_EXERCISE DESCRIPTION_. Repeat the data in full and exactly. Leave the pictures out.

_SUPPLIED RECORDS_.
+-------+
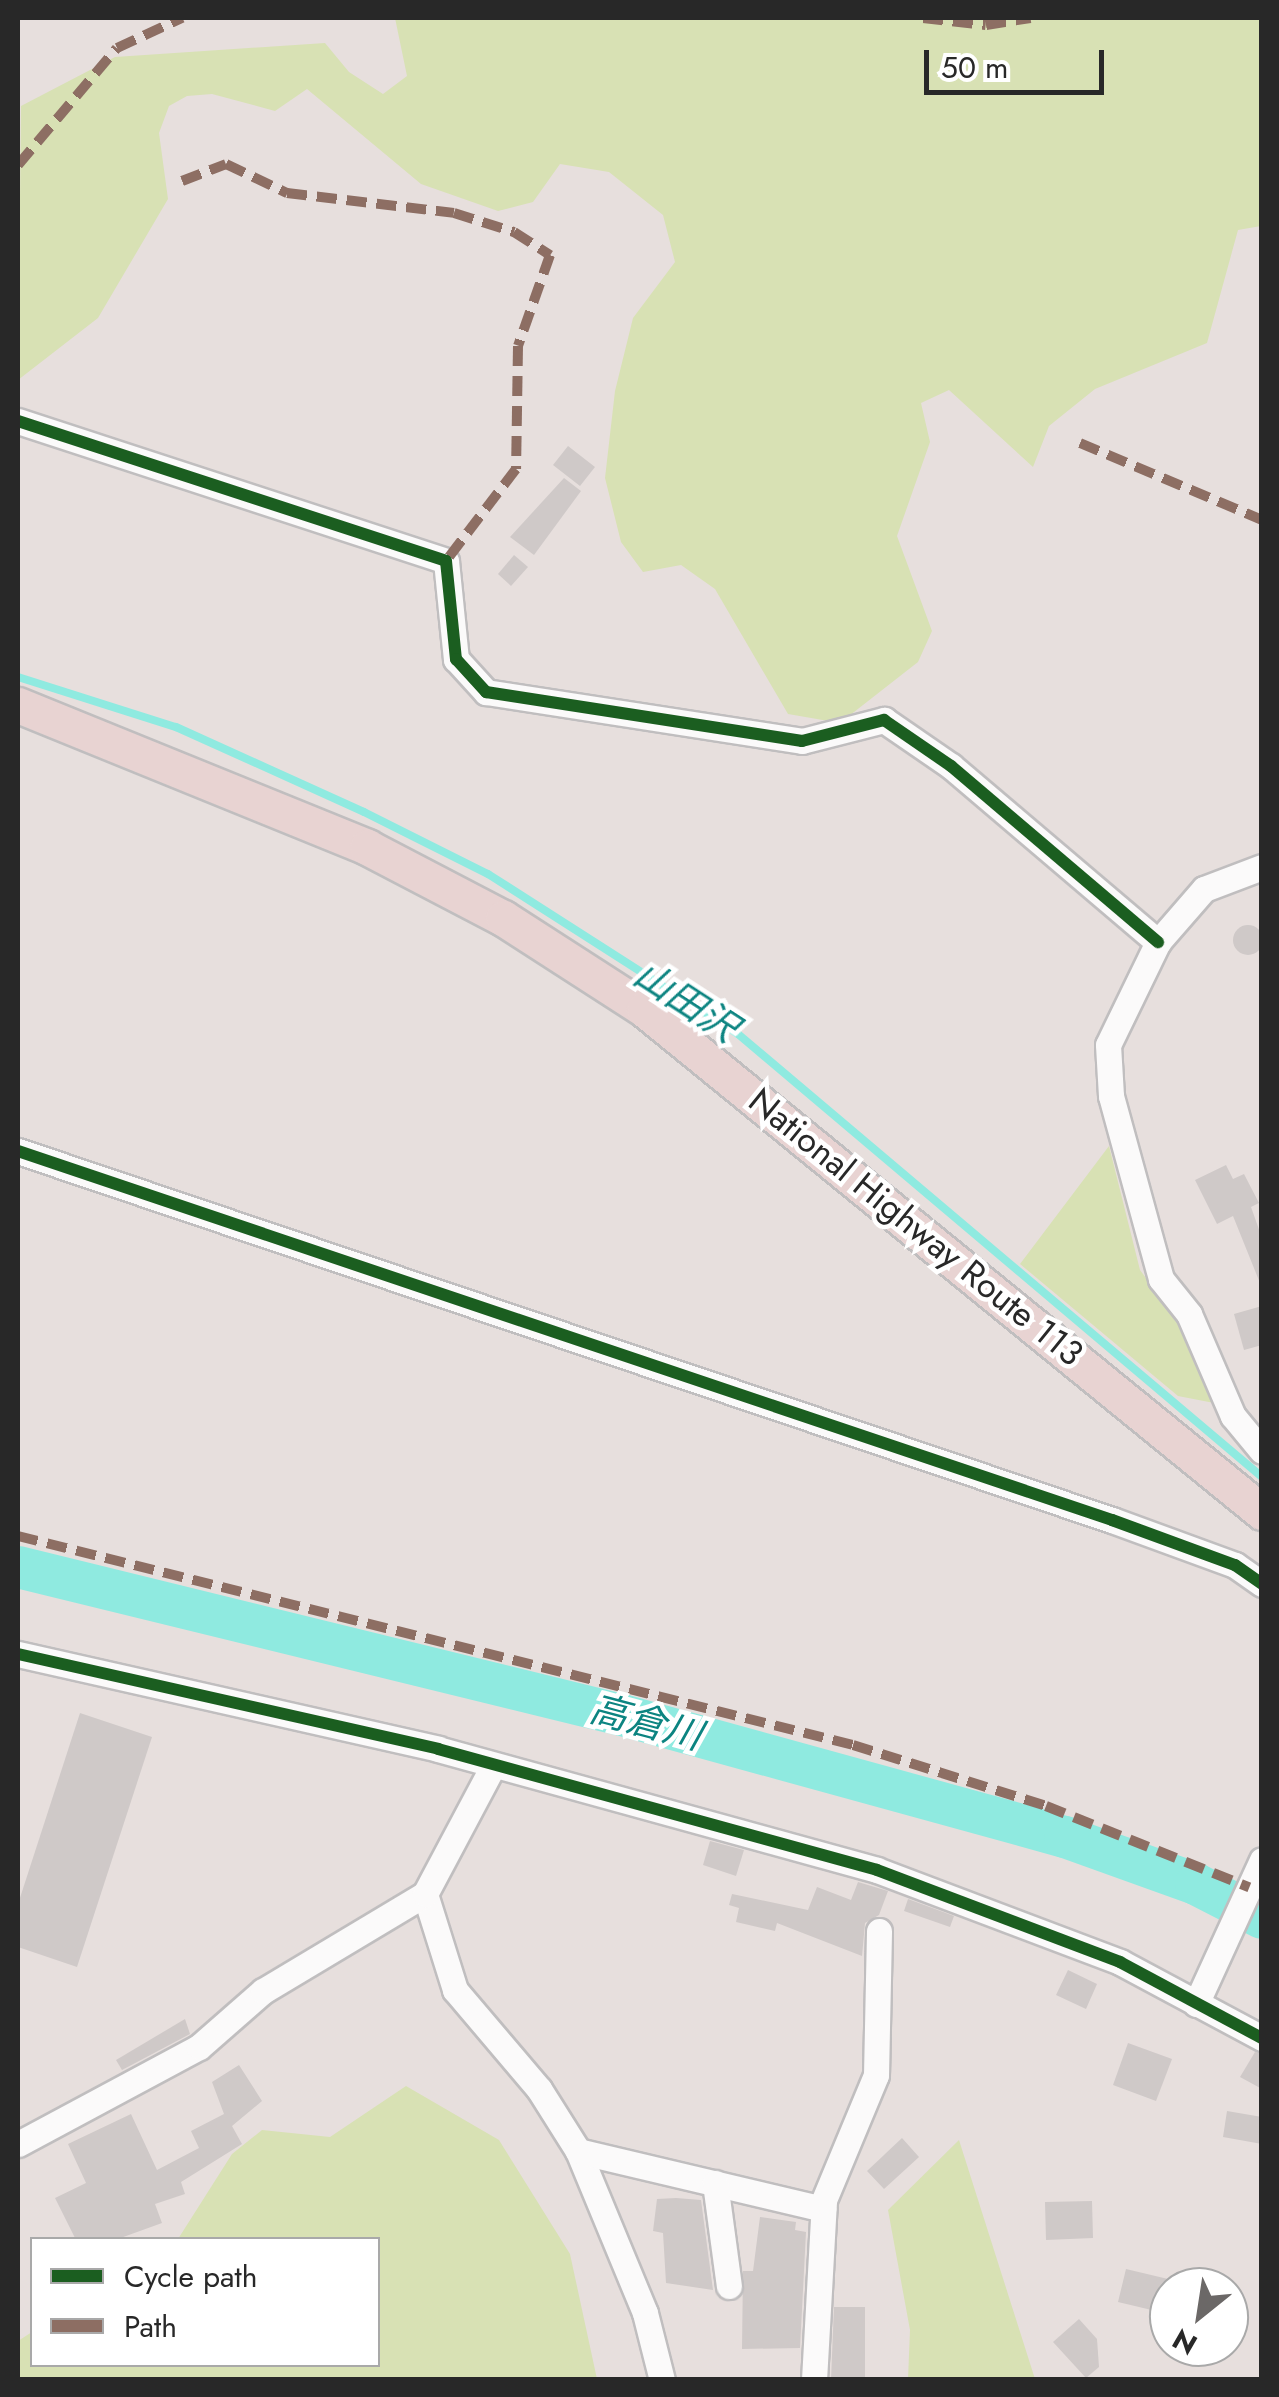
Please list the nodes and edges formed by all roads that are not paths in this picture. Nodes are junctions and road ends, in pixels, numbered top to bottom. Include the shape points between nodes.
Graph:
1 (18, 421) edge
2 (18, 704) edge
3 (1262, 867) edge
4 (1158, 942) junction
5 (18, 1151) edge
6 (1262, 1451) edge
7 (1262, 1512) edge
8 (1262, 1584) edge
9 (18, 1654) edge
10 (493, 1766) junction
11 (1262, 1860) edge
12 (425, 1894) junction
13 (879, 1931) dead end
14 (1196, 2004) junction
15 (1262, 2038) edge
16 (18, 2144) edge
17 (578, 2152) junction
18 (714, 2183) junction
19 (823, 2209) junction
20 (729, 2286) dead end
21 (662, 2380) edge
22 (814, 2380) edge

1 - 4 street via 446,562 456,659 486,692 786,740 884,720 951,766
2 - 7 highway, National Highway Route 113 via 367,847 503,918 629,999 773,1108
3 - 4 street via 1204,890
4 - 6 street via 1113,1023 1111,1096 1161,1279 1190,1314 1233,1416
5 - 8 street via 1112,1520 1235,1565
9 - 10 street
10 - 12 street
10 - 14 street via 894,1876 1020,1919
11 - 14 street
12 - 16 street via 263,1992 200,2047
12 - 17 street via 455,1990 539,2089
13 - 19 street via 876,2074
14 - 15 street
17 - 18 street
17 - 21 street via 645,2313
18 - 19 street
18 - 20 street
19 - 22 street

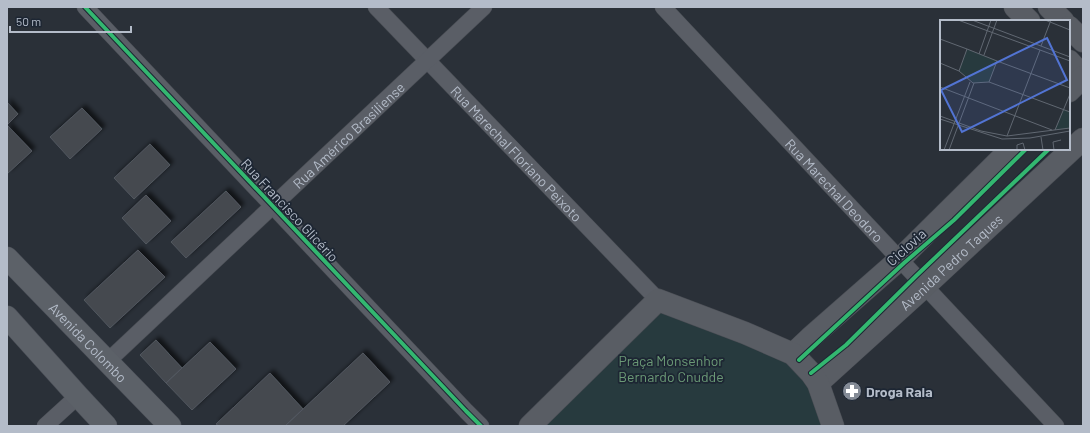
+-------+
_EXERCISE OUTPUT_.
Please list the nodes and edges formed by all roads that are not paths in this picture. Nodes are junctions and road ends, in pixels, numbered top to bottom. Include the shape points between nodes.
Graph:
1 (18, 421) edge
2 (18, 704) edge
3 (1262, 867) edge
4 (1158, 942) junction
5 (18, 1151) edge
6 (1262, 1451) edge
7 (1262, 1512) edge
8 (1262, 1584) edge
9 (18, 1654) edge
10 (493, 1766) junction
11 (1262, 1860) edge
12 (425, 1894) junction
13 (879, 1931) dead end
14 (1196, 2004) junction
15 (1262, 2038) edge
16 (18, 2144) edge
17 (578, 2152) junction
18 (714, 2183) junction
19 (823, 2209) junction
20 (729, 2286) dead end
21 (662, 2380) edge
22 (814, 2380) edge

1 - 4 street via 446,562 456,659 486,692 786,740 884,720 951,766
2 - 7 highway, National Highway Route 113 via 367,847 503,918 629,999 773,1108
3 - 4 street via 1204,890
4 - 6 street via 1113,1023 1111,1096 1161,1279 1190,1314 1233,1416
5 - 8 street via 1112,1520 1235,1565
9 - 10 street
10 - 12 street
10 - 14 street via 894,1876 1020,1919
11 - 14 street
12 - 16 street via 263,1992 200,2047
12 - 17 street via 455,1990 539,2089
13 - 19 street via 876,2074
14 - 15 street
17 - 18 street
17 - 21 street via 645,2313
18 - 19 street
18 - 20 street
19 - 22 street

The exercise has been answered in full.